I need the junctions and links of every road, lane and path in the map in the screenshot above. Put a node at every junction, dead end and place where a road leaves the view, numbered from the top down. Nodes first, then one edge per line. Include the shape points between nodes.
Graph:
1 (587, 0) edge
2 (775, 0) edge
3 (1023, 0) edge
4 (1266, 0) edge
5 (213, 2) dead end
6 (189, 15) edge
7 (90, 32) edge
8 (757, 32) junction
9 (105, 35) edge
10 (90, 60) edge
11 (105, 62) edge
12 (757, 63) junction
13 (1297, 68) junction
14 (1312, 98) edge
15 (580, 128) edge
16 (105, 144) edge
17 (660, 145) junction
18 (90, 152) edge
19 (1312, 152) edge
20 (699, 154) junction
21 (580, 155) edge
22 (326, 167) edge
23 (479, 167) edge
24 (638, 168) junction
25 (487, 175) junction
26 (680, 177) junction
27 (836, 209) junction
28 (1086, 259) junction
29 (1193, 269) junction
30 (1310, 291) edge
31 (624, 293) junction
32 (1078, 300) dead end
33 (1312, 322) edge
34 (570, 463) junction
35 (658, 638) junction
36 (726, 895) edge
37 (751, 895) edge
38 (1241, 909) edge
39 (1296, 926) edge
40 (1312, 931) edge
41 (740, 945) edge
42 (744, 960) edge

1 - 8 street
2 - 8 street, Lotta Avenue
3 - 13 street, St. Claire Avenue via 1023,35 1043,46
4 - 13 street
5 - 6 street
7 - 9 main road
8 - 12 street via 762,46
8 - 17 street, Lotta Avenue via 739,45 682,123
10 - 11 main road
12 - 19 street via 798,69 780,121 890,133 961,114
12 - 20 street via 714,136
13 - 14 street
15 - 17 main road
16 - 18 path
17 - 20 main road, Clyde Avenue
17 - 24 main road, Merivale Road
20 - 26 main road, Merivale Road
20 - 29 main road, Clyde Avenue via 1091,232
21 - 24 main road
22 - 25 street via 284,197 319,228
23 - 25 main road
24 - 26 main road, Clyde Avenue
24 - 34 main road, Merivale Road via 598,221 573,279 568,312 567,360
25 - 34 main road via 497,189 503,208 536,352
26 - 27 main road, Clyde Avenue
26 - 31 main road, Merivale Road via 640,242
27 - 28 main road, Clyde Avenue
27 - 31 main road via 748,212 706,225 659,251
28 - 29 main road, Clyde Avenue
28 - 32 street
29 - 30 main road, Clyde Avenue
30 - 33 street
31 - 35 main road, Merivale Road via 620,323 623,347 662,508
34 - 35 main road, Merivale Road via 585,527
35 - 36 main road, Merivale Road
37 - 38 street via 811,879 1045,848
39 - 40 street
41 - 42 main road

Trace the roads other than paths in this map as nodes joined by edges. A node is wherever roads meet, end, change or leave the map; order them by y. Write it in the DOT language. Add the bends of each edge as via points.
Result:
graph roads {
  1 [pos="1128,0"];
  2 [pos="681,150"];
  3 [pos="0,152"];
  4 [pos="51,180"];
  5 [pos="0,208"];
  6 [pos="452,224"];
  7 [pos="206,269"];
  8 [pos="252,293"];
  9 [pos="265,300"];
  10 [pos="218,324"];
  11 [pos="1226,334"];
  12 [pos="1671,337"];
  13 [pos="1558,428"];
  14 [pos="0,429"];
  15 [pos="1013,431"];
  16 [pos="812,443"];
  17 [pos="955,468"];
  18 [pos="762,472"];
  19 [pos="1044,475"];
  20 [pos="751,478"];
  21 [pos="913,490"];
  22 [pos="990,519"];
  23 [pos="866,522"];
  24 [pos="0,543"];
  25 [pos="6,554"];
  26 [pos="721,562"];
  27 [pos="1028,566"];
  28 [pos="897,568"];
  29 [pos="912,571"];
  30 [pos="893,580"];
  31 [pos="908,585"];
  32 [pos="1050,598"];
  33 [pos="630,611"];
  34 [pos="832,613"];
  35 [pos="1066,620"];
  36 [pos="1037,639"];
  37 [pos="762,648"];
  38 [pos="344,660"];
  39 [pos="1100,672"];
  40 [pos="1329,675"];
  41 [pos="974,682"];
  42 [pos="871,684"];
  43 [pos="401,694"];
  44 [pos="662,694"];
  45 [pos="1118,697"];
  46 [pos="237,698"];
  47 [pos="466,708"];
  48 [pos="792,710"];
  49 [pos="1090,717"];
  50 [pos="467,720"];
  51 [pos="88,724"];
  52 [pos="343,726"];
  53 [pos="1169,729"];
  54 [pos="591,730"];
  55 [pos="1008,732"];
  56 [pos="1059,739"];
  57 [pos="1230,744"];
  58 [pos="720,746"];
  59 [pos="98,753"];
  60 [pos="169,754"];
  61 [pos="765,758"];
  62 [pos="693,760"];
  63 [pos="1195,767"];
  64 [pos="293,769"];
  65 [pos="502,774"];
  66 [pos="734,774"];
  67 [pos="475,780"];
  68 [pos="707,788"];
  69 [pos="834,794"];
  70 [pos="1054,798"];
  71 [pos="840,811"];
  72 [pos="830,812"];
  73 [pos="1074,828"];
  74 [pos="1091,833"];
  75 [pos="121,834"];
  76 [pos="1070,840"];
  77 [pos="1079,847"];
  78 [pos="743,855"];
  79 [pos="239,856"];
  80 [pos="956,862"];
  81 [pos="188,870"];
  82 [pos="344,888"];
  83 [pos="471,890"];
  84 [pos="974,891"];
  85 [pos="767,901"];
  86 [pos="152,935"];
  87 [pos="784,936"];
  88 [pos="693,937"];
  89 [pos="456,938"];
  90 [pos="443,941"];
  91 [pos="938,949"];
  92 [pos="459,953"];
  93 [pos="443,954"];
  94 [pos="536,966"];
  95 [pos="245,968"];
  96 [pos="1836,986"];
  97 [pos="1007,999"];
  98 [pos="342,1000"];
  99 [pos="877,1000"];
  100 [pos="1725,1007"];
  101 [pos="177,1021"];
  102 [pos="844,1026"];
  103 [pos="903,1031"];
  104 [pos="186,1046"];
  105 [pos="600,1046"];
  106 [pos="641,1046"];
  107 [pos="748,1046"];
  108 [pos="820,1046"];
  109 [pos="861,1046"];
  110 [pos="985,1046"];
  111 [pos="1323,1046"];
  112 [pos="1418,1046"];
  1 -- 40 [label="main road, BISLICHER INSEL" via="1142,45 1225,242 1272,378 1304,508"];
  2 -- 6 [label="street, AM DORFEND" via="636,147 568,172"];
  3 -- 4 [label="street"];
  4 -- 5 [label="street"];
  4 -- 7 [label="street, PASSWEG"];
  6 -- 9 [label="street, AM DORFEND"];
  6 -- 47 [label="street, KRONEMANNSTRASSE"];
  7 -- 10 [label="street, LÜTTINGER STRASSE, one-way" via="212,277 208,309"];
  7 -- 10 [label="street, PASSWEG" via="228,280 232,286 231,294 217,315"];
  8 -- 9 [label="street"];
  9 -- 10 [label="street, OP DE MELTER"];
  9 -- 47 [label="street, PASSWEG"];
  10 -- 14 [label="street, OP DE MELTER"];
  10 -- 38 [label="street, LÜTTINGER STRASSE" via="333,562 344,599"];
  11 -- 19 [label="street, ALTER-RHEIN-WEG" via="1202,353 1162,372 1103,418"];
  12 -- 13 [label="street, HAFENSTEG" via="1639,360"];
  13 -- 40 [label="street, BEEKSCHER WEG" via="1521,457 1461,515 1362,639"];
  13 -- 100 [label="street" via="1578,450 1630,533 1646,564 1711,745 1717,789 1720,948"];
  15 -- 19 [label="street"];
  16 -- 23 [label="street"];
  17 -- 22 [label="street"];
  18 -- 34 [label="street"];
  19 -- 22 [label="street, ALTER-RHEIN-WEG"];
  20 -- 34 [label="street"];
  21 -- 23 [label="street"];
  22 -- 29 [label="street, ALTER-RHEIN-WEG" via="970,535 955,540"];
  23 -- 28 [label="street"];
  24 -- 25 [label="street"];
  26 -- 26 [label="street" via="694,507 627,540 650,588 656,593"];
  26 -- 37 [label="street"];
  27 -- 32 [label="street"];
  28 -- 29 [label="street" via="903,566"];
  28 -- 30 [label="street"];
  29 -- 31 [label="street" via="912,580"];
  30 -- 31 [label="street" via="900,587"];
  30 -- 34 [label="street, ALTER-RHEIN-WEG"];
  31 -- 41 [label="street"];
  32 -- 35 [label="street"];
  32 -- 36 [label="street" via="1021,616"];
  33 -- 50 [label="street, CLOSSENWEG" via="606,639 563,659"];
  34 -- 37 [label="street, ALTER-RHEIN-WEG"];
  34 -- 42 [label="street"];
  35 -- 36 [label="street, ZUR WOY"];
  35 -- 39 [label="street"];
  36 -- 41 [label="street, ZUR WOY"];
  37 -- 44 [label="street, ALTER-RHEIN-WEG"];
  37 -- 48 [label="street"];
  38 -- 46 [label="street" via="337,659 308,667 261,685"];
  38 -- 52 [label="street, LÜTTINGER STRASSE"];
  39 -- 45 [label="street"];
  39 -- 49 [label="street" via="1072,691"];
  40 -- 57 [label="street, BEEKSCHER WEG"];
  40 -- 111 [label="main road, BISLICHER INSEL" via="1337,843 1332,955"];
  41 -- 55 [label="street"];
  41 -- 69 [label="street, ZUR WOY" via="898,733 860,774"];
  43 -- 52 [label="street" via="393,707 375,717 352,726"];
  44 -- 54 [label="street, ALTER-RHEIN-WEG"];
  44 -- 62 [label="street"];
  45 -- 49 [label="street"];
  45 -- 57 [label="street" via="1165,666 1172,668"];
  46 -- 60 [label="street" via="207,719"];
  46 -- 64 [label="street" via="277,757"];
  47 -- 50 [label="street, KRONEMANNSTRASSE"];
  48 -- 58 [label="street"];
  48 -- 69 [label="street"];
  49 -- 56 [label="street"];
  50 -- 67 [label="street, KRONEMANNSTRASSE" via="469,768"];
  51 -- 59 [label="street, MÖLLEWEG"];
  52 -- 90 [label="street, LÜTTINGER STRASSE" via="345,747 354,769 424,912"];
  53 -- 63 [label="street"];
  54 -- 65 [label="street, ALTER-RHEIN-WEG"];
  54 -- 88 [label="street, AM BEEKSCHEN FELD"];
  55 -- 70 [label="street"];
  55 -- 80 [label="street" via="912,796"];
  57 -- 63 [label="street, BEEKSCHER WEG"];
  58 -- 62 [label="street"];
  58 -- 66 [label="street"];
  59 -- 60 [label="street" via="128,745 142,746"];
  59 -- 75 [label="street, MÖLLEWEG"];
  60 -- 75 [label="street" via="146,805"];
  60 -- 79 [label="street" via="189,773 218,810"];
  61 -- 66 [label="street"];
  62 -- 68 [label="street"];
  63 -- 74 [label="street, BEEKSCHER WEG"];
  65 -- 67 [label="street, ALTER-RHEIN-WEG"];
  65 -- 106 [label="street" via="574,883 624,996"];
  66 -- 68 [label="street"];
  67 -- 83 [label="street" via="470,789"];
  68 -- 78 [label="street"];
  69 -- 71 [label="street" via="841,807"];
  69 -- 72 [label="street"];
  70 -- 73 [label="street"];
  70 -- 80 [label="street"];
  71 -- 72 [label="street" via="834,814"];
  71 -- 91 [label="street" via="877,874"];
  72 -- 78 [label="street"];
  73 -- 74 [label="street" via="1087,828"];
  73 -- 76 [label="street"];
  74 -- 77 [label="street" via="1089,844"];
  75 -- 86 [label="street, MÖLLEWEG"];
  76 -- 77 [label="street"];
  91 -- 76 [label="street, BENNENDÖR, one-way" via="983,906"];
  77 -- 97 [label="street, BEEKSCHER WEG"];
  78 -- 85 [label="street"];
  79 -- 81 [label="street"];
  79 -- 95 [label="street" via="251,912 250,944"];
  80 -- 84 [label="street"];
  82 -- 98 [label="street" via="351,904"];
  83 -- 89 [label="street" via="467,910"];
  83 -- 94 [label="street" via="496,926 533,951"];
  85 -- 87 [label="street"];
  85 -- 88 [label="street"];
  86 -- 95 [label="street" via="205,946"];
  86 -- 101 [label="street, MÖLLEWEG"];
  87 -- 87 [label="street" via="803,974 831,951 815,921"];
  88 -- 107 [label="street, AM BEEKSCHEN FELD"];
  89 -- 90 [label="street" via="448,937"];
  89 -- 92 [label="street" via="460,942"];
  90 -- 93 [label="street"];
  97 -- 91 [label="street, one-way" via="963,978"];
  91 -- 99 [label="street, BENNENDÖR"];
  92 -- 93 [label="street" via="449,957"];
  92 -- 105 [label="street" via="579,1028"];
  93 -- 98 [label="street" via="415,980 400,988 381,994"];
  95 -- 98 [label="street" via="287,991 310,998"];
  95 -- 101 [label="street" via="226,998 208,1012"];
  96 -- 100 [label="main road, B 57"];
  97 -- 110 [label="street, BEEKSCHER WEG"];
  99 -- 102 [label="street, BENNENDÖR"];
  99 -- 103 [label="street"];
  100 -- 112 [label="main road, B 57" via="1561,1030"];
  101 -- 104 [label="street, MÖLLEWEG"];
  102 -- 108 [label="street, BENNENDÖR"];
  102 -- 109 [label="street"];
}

● ● ● ●

**What is required:** From the records above, report the number of lines that hold the string "roads" and add nothing.

**Answer area:** 2